■ Material for this task:
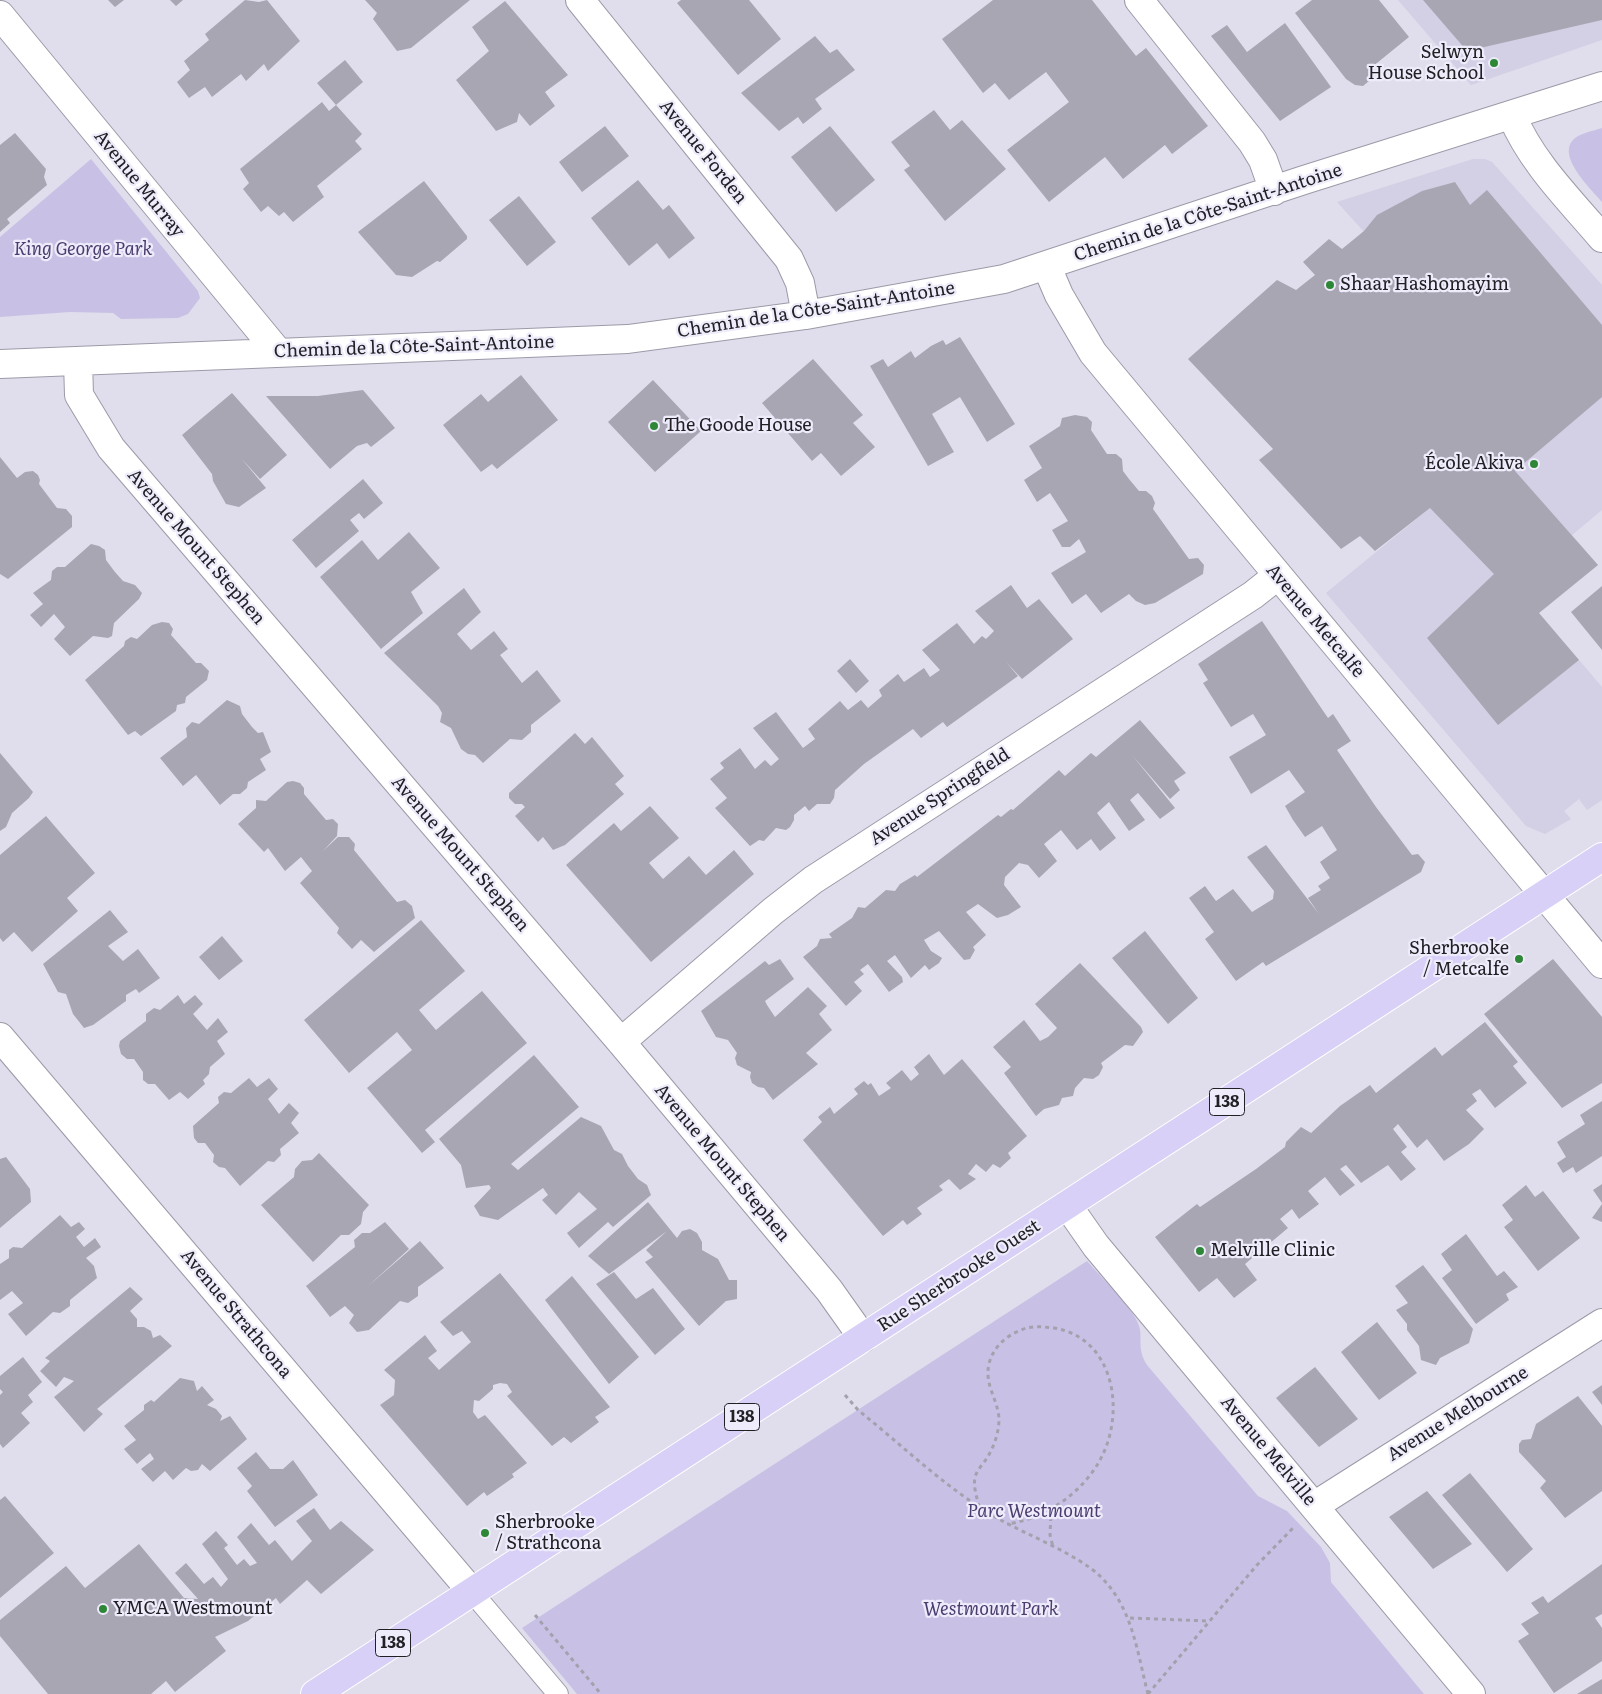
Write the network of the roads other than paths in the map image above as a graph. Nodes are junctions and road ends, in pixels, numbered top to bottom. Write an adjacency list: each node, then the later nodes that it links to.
1 (580, 0): 9 (street, Avenue Forden)
2 (1139, 0): 6 (street)
3 (0, 15): 10 (street, Avenue Murray)
4 (1602, 86): 5 (street, Chemin de la Côte-Saint-Antoine)
5 (1512, 116): 6 (street, Chemin de la Côte-Saint-Antoine); 7 (street)
6 (1274, 191): 8 (street, Chemin de la Côte-Saint-Antoine)
7 (1602, 238)
8 (1047, 266): 9 (street, Chemin de la Côte-Saint-Antoine); 13 (street, Avenue Metcalfe)
9 (806, 316): 10 (street, Chemin de la Côte-Saint-Antoine)
10 (278, 352): 11 (street, Chemin de la Côte-Saint-Antoine)
11 (78, 361): 12 (street, Chemin de la Côte-Saint-Antoine); 18 (street, Avenue Mount Stephen)
12 (0, 364)
13 (1277, 576): 15 (street, Avenue Metcalfe); 18 (street, Avenue Springfield)
14 (1602, 857): 15 (main road, Rue Sherbrooke Ouest / 138)
15 (1544, 895): 16 (street, Avenue Metcalfe); 19 (main road, Rue Sherbrooke Ouest / 138)
16 (1602, 964)
17 (0, 1036): 23 (street, Avenue Strathcona)
18 (621, 1042): 21 (street, Avenue Mount Stephen)
19 (1068, 1206): 21 (main road, Rue Sherbrooke Ouest / 138); 22 (street, Avenue Melville)
20 (1602, 1323): 22 (street, Avenue Melbourne)
21 (863, 1338): 23 (main road, Rue Sherbrooke Ouest / 138)
22 (1306, 1514): 26 (street, Avenue Melville)
23 (472, 1592): 24 (lane); 25 (main road, Rue Sherbrooke Ouest / 138)
24 (550, 1691)
25 (315, 1694)
26 (1471, 1694)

■ Task item: Reproduce the whole listing verbatim and keep all pictures out of it.

■ Answer:
Write the network of the roads other than paths in the map image above as a graph. Nodes are junctions and road ends, in pixels, numbered top to bottom. Write an adjacency list: each node, then the later nodes that it links to.
1 (580, 0): 9 (street, Avenue Forden)
2 (1139, 0): 6 (street)
3 (0, 15): 10 (street, Avenue Murray)
4 (1602, 86): 5 (street, Chemin de la Côte-Saint-Antoine)
5 (1512, 116): 6 (street, Chemin de la Côte-Saint-Antoine); 7 (street)
6 (1274, 191): 8 (street, Chemin de la Côte-Saint-Antoine)
7 (1602, 238)
8 (1047, 266): 9 (street, Chemin de la Côte-Saint-Antoine); 13 (street, Avenue Metcalfe)
9 (806, 316): 10 (street, Chemin de la Côte-Saint-Antoine)
10 (278, 352): 11 (street, Chemin de la Côte-Saint-Antoine)
11 (78, 361): 12 (street, Chemin de la Côte-Saint-Antoine); 18 (street, Avenue Mount Stephen)
12 (0, 364)
13 (1277, 576): 15 (street, Avenue Metcalfe); 18 (street, Avenue Springfield)
14 (1602, 857): 15 (main road, Rue Sherbrooke Ouest / 138)
15 (1544, 895): 16 (street, Avenue Metcalfe); 19 (main road, Rue Sherbrooke Ouest / 138)
16 (1602, 964)
17 (0, 1036): 23 (street, Avenue Strathcona)
18 (621, 1042): 21 (street, Avenue Mount Stephen)
19 (1068, 1206): 21 (main road, Rue Sherbrooke Ouest / 138); 22 (street, Avenue Melville)
20 (1602, 1323): 22 (street, Avenue Melbourne)
21 (863, 1338): 23 (main road, Rue Sherbrooke Ouest / 138)
22 (1306, 1514): 26 (street, Avenue Melville)
23 (472, 1592): 24 (lane); 25 (main road, Rue Sherbrooke Ouest / 138)
24 (550, 1691)
25 (315, 1694)
26 (1471, 1694)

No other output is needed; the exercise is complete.